Maybe things are getting out of hand when I start quoting myself without the ruse of a pseudonym (Chen Jen, Zhouzi). But since everything I say is derived in any case, I suppose it doesn’t matter.

I am often tempted, believe it or not, to just offer up a single sentence and leave it at that. There are so many sentences which, though they may not say all that much, say all that need be said. The one quoted above, for instance, if considered deeply enough, could bring the mind to that fathomless void which invites a final leap. At least, it does it for me.

I’ve been here before, of course; I seldom have anything ‘new’ to say. But some things seem well worth repeating for my own sake. I am, after all, just teaching myself.

You don’t need to get it (in the sense of understanding ‘truth’) to get it (truthful experience). Genuine experience of our human potential is not contingent upon our having found the ‘right’ way or the ‘true’ way. As I am fond of saying, life does not resolve itself to the categories which the understanding consciousness requires. There is more than one way to skin a cat (or woo one). What works for you is the ‘right’ way.

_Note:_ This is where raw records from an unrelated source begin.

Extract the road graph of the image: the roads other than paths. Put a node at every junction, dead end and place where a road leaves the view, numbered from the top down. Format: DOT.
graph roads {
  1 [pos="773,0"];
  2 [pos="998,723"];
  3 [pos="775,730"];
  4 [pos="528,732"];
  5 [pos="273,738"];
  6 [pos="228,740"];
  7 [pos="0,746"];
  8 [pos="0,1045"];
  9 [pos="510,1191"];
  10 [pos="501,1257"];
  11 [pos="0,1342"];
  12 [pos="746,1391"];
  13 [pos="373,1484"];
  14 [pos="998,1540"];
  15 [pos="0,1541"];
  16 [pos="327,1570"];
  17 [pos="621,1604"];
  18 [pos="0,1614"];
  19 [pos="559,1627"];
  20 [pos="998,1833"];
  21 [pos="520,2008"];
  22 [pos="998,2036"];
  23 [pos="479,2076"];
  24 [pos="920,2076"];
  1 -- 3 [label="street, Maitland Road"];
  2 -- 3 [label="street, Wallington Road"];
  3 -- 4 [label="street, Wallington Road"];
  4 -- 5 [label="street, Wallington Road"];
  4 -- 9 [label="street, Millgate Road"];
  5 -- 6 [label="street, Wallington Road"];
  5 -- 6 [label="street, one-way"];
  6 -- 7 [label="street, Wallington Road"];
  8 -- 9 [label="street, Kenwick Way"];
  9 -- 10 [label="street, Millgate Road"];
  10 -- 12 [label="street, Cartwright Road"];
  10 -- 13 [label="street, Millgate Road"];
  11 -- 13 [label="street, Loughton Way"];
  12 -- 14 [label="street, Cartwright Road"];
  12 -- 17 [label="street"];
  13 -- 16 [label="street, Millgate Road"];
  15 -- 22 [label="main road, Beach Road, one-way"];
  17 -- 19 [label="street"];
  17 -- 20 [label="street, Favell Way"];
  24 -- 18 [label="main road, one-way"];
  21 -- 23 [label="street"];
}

I spoke of a void because the understanding consciousness essentially rules our interface with the world, and to suggest that it does not here hold sway turns its world upside down. It is a very difficult thing indeed to stop believing we must find truth to realize what is true of us. And yet to do so, is to leap into a radically new way of being in the world.

This perspective is the one espoused by Zhuangzi when he suggests that all our contradictory theories about the right way to live, all the many taos, cancel each other out into a sameness. He does not declare any one of them, including his own, to be right and the others wrong, but that all of them are ‘right’ and ‘wrong’ according to one’s perspective. This perspectival relativism allows him to affirm them all. It may very well be that we must commit ourselves to a particular tao. Zhuangzi chooses a tao of inclusiveness and finds his freedom there.

It is not that every tao is equally able to lead us to freedom; many probably lead us into greater bondage. And yet this discriminatory judgment, if understood as we understand getting it without getting it, likewise brings us to the fathomless void. One man’s bondage is another’s freedom. Let all the flowers bloom just as they bloom. This is what makes the woodland meadow what it is and the world what it is. The stakes are not high; there are no stakes at all. When we can say “So what?” to all our differences we are well on our way to realizing that “All is well”.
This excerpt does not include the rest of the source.